Background: The progression of cytokinesis requires cyclin B destruction by the anaphase promoting complex (APC/C) and, in fission yeast, activation of the septation initiation network (SIN) is also essential. The gamma-tubulin complex (gamma-TuC) localizes to the centrosome throughout the cell cycle and is directly involved in the organization of the mitotic spindle.
Results: We have previously shown that the mutant defective in alp4+ (Spc97/GCP2) displays bipolar spindle defects due to a failure in the recruitment of the gamma-TuC on to the spindle pole body (SPB, the centrosome equivalent).
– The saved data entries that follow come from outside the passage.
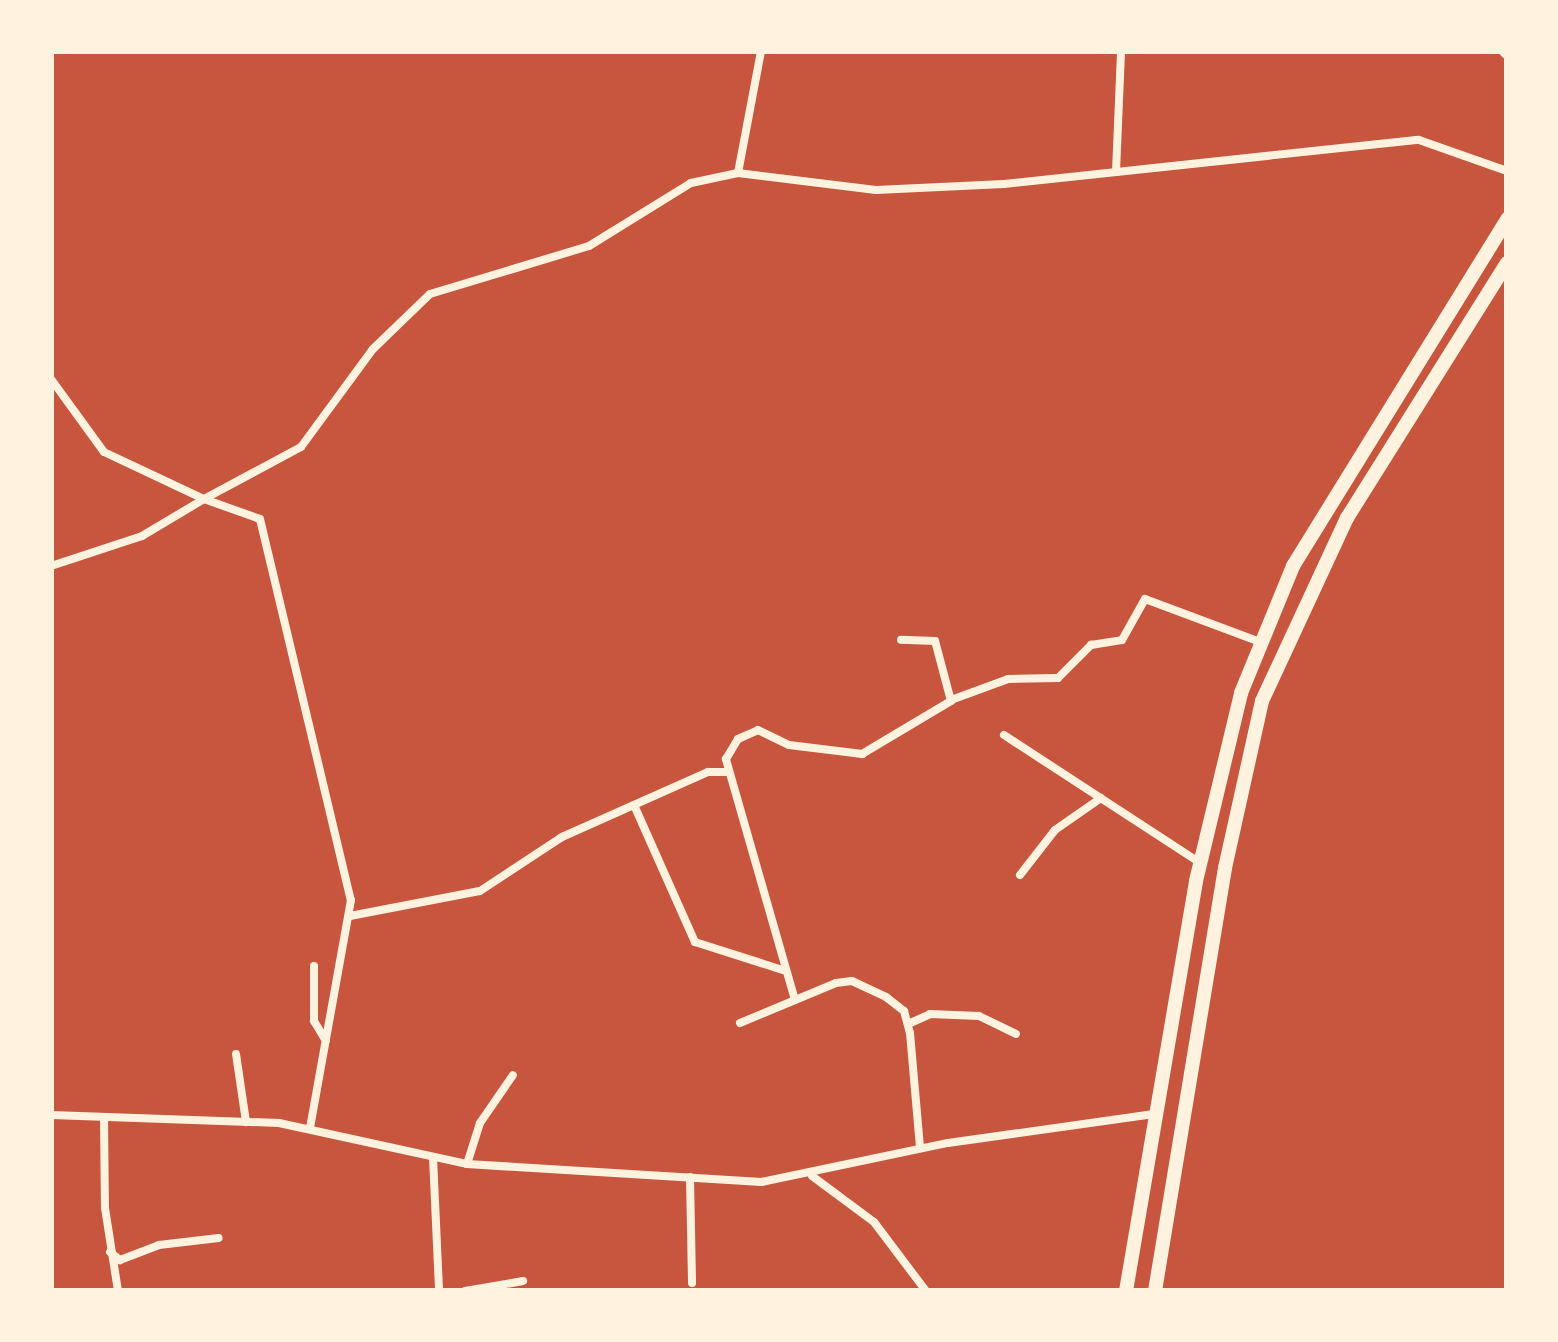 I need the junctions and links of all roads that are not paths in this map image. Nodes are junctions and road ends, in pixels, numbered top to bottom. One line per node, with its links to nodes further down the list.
1 (761, 51): 5 (street)
2 (1121, 51): 4 (street)
3 (1507, 171): 4 (street)
4 (1116, 172): 5 (street)
5 (738, 173): 9 (street)
6 (1507, 219): 12 (main road)
7 (1507, 263): 49 (main road)
8 (51, 379): 9 (street)
9 (204, 499): 10 (street); 20 (street)
10 (51, 566)
11 (901, 640): 13 (street)
12 (1260, 642): 13 (street); 18 (main road)
13 (950, 700): 15 (street)
14 (1004, 735): 16 (street)
15 (730, 772): 17 (street); 22 (street)
16 (1101, 798): 18 (street); 19 (street)
17 (634, 805): 20 (street); 22 (street)
18 (1201, 863): 30 (main road)
19 (1020, 874)
20 (350, 916): 27 (street)
21 (314, 966): 27 (street)
22 (784, 970): 23 (street)
23 (795, 1000): 24 (street); 25 (street)
24 (740, 1023)
25 (908, 1024): 26 (street); 35 (street)
26 (1016, 1034)
27 (327, 1042): 34 (street)
28 (236, 1054): 33 (street)
29 (513, 1075): 37 (street)
30 (1154, 1114): 35 (street); 48 (main road)
31 (51, 1115): 32 (street)
32 (104, 1117): 33 (street); 41 (street)
33 (246, 1122): 34 (street)
34 (310, 1127): 36 (street)
35 (920, 1148): 38 (street)
36 (433, 1157): 37 (street); 45 (street)
37 (467, 1163): 39 (street)
38 (811, 1175): 39 (street); 47 (street)
39 (690, 1177): 43 (street)
40 (219, 1238): 41 (street)
41 (109, 1251): 44 (street)
42 (523, 1281): 46 (street)
43 (692, 1283)
44 (118, 1291)
45 (439, 1291)
46 (465, 1291)
47 (926, 1291)
48 (1126, 1291)
49 (1155, 1291)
Here we show that in these mutants the Mad2 checkpoint is activated, yet septation proceeds due to the untimely activation of the SIN. The Sid1 kinase, the downstream effector of the SIN, is recruited prematurely to both, instead of only one, of the SPBs, which triggers septation despite the presence of monopolar spindles. Remarkably, cyclin B levels, which would normally have declined, remain high at the SPB in septated mutant cells.
Conclusions: We propose a novel role of the gamma-TuC in inhibiting activation of the SIN until cyclin B is destroyed. Given the ubiquitous existence of the gamma-TuC, this mechanism may be conserved throughout evolution and function to couple cytokinesis to mitotic exit.